Guru Teg Bahadur, the 9th guru or apostle of the Sikh religion, is renowned for the extreme valor with which he advocated for the masses’ right to profess their religion of choice. Even in the face of the enemy’s prowess, he staunchly refused to be coerced into conversion ultimately leading to his own execution. He pioneered community wells and langars which provided food to people of all stations. It served to demolish in one simple act of dining together the oppressive caste system prevalent in India. His hymns were appended in the Guru Granth Sahib and provide humbling insight into human life.
Humans spend the entirety of their lifetimes in the pursuit of happiness. Whilst some search for the elusive serotonin in wealth and fame, others immerse themselves amongst people. This frantic hunt for external contentment, nevertheless, results in dead ends all too often. Guru Teg Bahadur claimed that this dissatisfaction is caused due to unbridled attachment to material possessions. Impartiality to adulation as well as critiques is of immense importance for the stability of the mind. Blessed is the one who can adopt true fearlessness stemming from non-attachment. The conquest of fear allows for people to live true to their principles in dire situations.

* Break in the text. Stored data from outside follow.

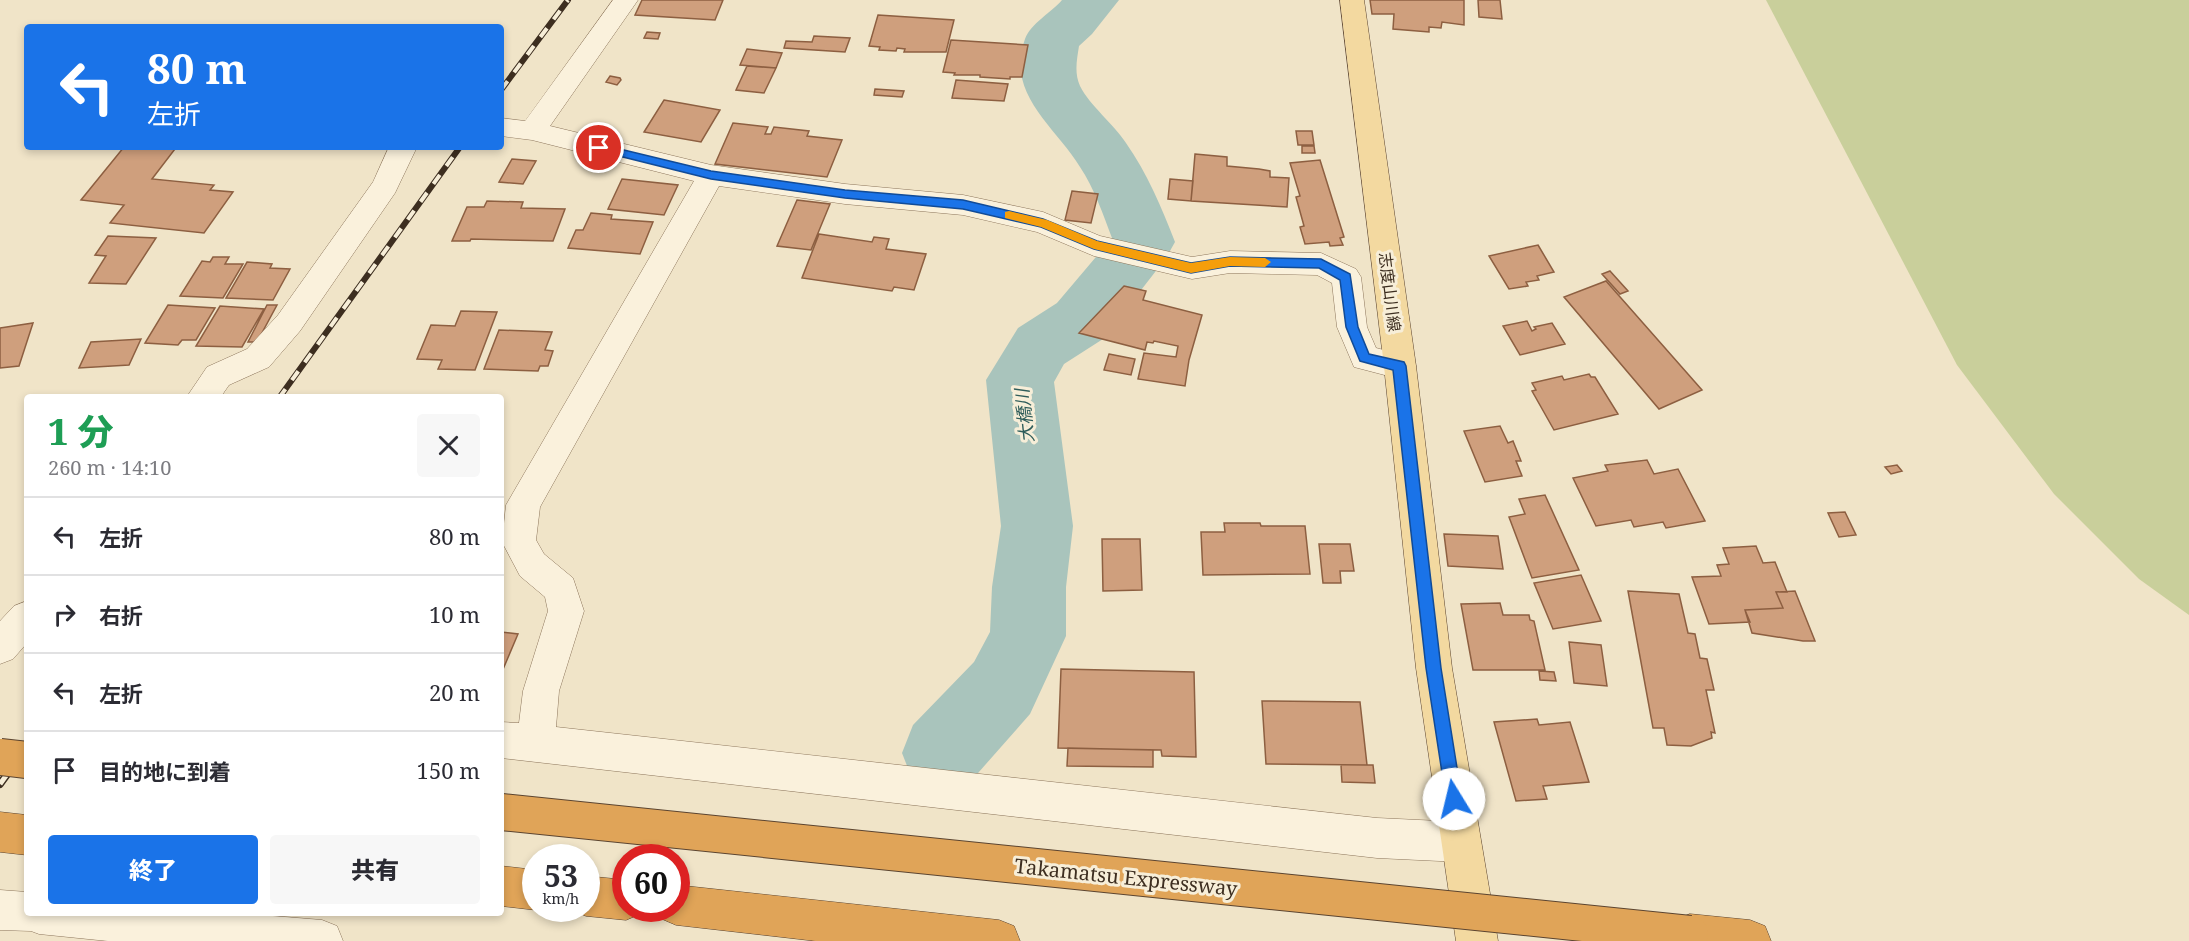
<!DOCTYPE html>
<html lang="ja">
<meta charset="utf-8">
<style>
:root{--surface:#fff;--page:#f7f7f7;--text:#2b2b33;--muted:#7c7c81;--line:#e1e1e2;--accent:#1a73e8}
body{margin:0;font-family:"Noto Serif","Noto Sans JP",serif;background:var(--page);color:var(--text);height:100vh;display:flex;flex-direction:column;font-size:22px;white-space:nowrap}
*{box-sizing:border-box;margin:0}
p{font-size:20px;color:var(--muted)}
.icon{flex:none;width:33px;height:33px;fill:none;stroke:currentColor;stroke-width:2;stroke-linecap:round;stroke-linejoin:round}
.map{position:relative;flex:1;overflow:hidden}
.side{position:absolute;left:24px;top:394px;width:480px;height:522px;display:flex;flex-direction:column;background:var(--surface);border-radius:6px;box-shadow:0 3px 9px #0003}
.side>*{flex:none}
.guide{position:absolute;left:24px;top:24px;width:480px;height:126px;border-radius:6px;box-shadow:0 3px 9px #0003;background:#1a73e8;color:#fff;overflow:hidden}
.speed{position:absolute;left:522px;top:844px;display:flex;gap:12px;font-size:30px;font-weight:700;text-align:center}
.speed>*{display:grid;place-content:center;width:78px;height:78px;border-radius:50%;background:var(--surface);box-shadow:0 3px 9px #0003;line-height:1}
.speed small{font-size:15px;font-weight:400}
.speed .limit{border:9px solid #d22;background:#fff;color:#111}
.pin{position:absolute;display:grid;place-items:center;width:51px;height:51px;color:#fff;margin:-26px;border:3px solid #fff;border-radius:50%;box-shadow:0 2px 6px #0007}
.me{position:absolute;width:66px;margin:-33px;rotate:351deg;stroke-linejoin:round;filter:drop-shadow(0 0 4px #0008)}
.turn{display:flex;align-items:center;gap:21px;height:126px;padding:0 24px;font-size:27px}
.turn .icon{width:78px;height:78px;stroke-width:2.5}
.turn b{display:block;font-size:42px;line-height:51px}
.round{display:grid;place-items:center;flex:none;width:63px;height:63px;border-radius:6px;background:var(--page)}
.headline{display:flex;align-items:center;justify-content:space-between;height:102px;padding:0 24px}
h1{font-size:36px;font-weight:800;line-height:45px;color:#1e9e55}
.button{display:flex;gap:12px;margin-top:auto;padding:12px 24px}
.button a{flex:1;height:69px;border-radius:6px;background:var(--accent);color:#fff;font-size:24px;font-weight:800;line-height:69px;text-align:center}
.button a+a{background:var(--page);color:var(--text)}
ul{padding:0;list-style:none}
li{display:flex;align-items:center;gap:18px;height:78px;padding:0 24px;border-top:2px solid var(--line)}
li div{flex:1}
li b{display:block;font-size:22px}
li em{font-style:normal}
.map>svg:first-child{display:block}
.green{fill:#c9cf9b}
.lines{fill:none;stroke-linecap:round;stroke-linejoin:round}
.river{fill:#a9c4bc;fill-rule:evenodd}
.building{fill:#cf9f7d;stroke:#8d5f41;stroke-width:1.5}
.minor-casing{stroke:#8d765c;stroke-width:1}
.major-casing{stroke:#5b4430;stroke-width:1}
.highway-casing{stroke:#5b4430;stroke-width:1}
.minor{fill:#faf1dc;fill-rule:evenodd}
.major{fill:#f3d9a0;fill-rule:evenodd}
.highway{fill:#e0a458;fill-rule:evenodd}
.rail-far1-casing{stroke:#3d2e20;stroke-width:6}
.rail-casing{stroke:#3d2e20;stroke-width:8}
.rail-far1{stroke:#f7eed8;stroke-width:4;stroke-dasharray:11;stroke-linecap:butt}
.rail{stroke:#f7eed8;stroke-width:5;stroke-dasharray:15;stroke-linecap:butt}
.highway-bridge-casing{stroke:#5b4430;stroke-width:38;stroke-linecap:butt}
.highway-bridge{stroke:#e0a458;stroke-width:36}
.route{fill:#1a73e8;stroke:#114b97;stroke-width:1.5}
.slow{fill:#f59e0b}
.labels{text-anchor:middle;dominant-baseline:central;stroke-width:6;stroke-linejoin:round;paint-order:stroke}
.street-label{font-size:16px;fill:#3d2e20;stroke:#f7eed8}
.water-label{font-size:18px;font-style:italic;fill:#2f5d5a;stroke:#f7eed8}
.near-street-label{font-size:20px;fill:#3d2e20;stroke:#f7eed8}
</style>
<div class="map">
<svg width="2189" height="941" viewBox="0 0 2189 941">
<rect width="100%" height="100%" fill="#f0e4c8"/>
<path class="green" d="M1766,0H2189V615L2139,579L2054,494L1957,365Z"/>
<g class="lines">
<path class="river" d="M1062,0H1119L1092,34L1079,46C1077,59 1074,73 1080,86C1090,106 1114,124 1126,143C1147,173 1162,208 1175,242L1166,258L1103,339L1064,364L1054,382L1073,526L1066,587V636L1030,714L971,781L942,792L913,781L902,753L913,725L974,662L990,632L992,587L1001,526L986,380L1018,328L1057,303L1112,238C1103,214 1094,188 1080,167C1055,126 1005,94 1025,39C1031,23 1051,13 1062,0Z"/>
</g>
<path class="building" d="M642,0H723L715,20L635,15Z
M1370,0H1464V25L1442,22L1441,28L1429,27V32L1393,29L1394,14H1372Z
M1478,0H1500L1502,19L1479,17Z
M878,15L954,20L946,52H904L905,49L897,48L896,51L879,50L880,47L869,46Z
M647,32L660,33L658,39L644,38Z
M814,36L850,38L845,52L784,48L786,41L812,42Z
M951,40L1028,45L1022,77H1010V79L980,77V75H954L955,73L943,72Z
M747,49L782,53L776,68L740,65Z
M747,66L776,68L764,93L736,90Z
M610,76L620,78L621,80L617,85L606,82Z
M956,80L1008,84L1004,101L952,98Z
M875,89L904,91L902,97L874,95Z
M664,100L720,110L701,142L644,132Z
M733,123L768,127L765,134H771L774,127L809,131L807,136L842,140L827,177L715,164Z
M1296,131H1312L1314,145H1298Z
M1302,146H1314L1315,153H1302Z
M124,147L175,149L152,179L214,185L210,190L233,192L204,233L110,223L124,205L81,200Z
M1195,154L1227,157V166L1259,169L1270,171V177L1289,178L1287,207L1191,201Z
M512,159L536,161L523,184L499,182Z
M1320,160L1344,237L1340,238L1343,245L1330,246L1329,242L1305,244L1300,227L1304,226L1296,197L1300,196L1290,163Z
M622,179L678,185L664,215L608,209Z
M1170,179L1193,181L1191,201L1168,199Z
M1072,191L1098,194L1091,223L1065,220Z
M797,200L830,204L811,250L777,246Z
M487,201L523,202L521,208L565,209L553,241L471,239L470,241H452L467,207H484Z
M591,213L612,215L611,219L653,222L640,254L568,248L576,230H583Z
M819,234L872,242L874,237L889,239L886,249L926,254L914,290L894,287L892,291L802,278Z
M108,236L156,238L126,284L89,283L106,256L95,255Z
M1538,245L1554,272L1537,276L1539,280L1526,282L1528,286L1509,289L1489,256Z
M213,257H229L225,264H243L223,298L180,296L202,261L210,262Z
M247,262L272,264L270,268L290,269L273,300L226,298Z
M1610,271L1628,291L1620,294L1602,274Z
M1606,281L1702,390L1659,409L1564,297Z
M1124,286L1146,291L1143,300L1202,315L1189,360L1185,386L1138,379L1144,353L1176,357L1178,346L1154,341L1153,343L1147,342L1145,350L1079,333Z
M168,305L215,308L196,340H182L178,345L145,343Z
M267,305H277L257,342H248Z
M220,306L264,309L242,347L196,346Z
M461,311L497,312L475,370L438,369L442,360L417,359L431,325L455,326Z
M1527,321L1532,331L1536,329L1534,327L1552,323L1565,344L1520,355L1503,326Z
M33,323L19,366L0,368V328Z
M499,330L552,332L545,350L553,351L548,366H540L538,371L484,369Z
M141,339L129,365L79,368L91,342Z
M1109,354L1135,359L1131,375L1104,370Z
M1589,374L1591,377H1595L1618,414L1554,430L1532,391L1536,390L1532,383L1562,376L1564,380Z
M1500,426L1508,443L1513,441L1521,461H1516L1522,476L1485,482L1464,431Z
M1647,460L1654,474L1678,469L1705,521L1666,528L1663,522L1634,527L1631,520L1596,526L1573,478L1608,471L1605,465Z
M1897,465L1902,471L1891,474L1885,467Z
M1545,495L1579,570L1532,578L1509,517L1525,514L1519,499Z
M1845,512L1856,535L1839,537L1828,513Z
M1224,523H1260L1261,526H1305L1310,574L1203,575L1201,532H1225Z
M1444,534L1498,536L1503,569L1448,566Z
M1102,539H1140L1142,590L1103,591Z
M1319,544H1350L1354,571H1340L1341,583H1323Z
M1756,546L1763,563L1775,562L1787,592H1776L1783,608L1745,610L1750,622L1709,624L1692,577L1721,576L1717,565L1729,564L1723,548Z
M1581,575L1601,621L1553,629L1534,583Z
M1628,591L1679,594L1688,633L1695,634L1700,658L1707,659L1714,690H1706L1715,733L1711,732L1712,738L1691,746L1667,745L1664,728H1653Z
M1795,591L1815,641H1803L1752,633L1745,610L1783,608L1776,592Z
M1500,603L1503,615H1529L1530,620L1534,621L1545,670H1473L1461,604Z
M501,632L518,634L501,674Z
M1569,642L1601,645L1607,686L1574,683Z
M1061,669L1194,672L1196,757L1162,756L1161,750L1058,748Z
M1539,671L1554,672L1556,681L1540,680Z
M1262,701L1360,702L1367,765L1266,764Z
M1537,719L1539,725L1570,722L1589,782L1543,786L1547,799L1516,801L1494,722Z
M1068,748L1153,750V767L1067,766Z
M1341,765H1373L1375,783L1342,782Z"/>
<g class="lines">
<defs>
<path id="minor" d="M613,0H638L550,126L711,165L845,184L963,195L1043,212L1100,236L1192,257L1230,251L1321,253L1356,269L1361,277L1367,327L1376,348L1411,357L1416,366L1411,375L1400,379L1354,367L1337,327L1332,283L1317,275L1230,273L1192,279L1094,256L1037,232L963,215L845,204L719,186L540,507L536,540L544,554L573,578L584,611L559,691L556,727L1377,818L1461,822L1475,828L1481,842L1475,856L1461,862L1377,858L501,758V722L519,723L523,691L548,611L545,597L520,576L502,542L506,505L694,181L532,140L501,136V118L525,121Z
M389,147H417L395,193L300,331L269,367L229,385L220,398H186L207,367L247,349L278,315L373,182Z
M27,601V643L13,659L0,664V621L14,606Z
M0,890L27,892V914H249L322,920L337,926L343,941H108L39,934L31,931L0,930Z"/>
<path id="major" d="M1340,0H1364L1416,366L1452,668L1498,941H1456L1416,668L1384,366Z"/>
<path id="highway" d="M0,812L27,815V855L0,852Z
M501,866L536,870V909H539L536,910L501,906Z
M586,876L626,880V909H642L640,914L626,920L586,916L572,910L586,909Z
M676,885L999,920L1014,926L1020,941H816L676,925L662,919L657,909H676Z
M1690,914L1750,920L1765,926L1771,941H1672L1670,934L1676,920Z"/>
</defs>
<use href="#minor" class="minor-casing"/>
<use href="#major" class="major-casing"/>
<use href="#highway" class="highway-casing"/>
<use href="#minor" class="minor"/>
<use href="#major" class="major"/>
<use href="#highway" class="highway"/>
<defs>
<path id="rail-far1" d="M501,90L568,0
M279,398L460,147"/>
<path id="rail" d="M0,784L27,747"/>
</defs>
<use href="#rail-far1" class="rail-far1-casing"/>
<use href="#rail" class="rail-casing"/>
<use href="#rail-far1" class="rail-far1"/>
<use href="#rail" class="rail"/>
<defs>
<path id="highway-bridge" d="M0,757L27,760
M501,812L1690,934"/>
</defs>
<use href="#highway-bridge" class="highway-bridge-casing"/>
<use href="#highway-bridge" class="highway-bridge"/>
</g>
<path class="route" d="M599,144L711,171L845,190L963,200L1043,219L1097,241L1191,263L1230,257L1321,259L1350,274L1358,327L1369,354L1404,362L1406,366L1441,668L1462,799L1460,804L1454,807L1448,804L1446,799L1426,668L1393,370L1360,361L1346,327L1340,280L1319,268L1230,266L1191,273L1094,249L1041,227L963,209L845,198L711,179L595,150L593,148Z"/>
<path class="slow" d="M1009,211L1047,220L1097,241L1191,263L1230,257L1265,258L1271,262L1265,267L1230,266L1191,273L1094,249L1041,227L1005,218V212Z"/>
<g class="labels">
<g class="street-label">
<text transform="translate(1390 292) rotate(83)">志度山川線</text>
</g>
<g class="water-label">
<text transform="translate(1024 416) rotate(-96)">大橋川</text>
</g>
<g class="near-street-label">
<text transform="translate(1126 877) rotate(6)">Takamatsu Expressway</text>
</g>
</g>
</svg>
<div class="speed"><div>53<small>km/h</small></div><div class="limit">60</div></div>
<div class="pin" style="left:599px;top:148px;background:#d93025"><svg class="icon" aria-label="arrive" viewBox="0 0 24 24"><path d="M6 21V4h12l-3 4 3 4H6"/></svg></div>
<svg class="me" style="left:1454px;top:799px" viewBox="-20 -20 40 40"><circle r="19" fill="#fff"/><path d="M0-13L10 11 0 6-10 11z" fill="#1a73e8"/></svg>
<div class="guide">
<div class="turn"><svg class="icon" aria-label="left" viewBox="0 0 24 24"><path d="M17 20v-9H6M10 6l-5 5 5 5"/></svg><div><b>80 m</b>左折</div></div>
</div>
<section class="side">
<div class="headline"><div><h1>1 分</h1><p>260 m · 14:10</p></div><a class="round"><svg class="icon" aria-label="close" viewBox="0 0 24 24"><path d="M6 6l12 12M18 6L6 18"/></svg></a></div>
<ul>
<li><svg class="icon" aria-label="left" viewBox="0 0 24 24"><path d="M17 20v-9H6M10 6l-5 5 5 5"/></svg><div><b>左折</b></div><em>80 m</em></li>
<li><svg class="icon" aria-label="right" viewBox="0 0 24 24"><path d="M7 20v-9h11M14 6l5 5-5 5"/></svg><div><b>右折</b></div><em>10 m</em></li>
<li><svg class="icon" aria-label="left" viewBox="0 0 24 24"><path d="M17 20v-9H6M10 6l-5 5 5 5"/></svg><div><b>左折</b></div><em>20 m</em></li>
<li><svg class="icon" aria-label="arrive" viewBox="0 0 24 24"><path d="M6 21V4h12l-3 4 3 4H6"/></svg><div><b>目的地に到着</b></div><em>150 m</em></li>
</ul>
<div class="button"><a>終了</a><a>共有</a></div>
</section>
</div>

Apropos of the way of living, he left us a cornucopia of adages to be the voice of reason for when a dilemma presents itself. People tend to dismiss humility with the steady accretion of socio-economic status. It is then that these aphorisms serve as a reminder to rid ourselves of arrogance and the never-ending lust for more. He stated that indulging in ostentatious acts of fidelity to God amount to nothing. Construction of resplendent shrines or ceremonial baths equates to naught in the long run. A religion is redundant if the mind of the devotee is given free reigns to languish as it pleases.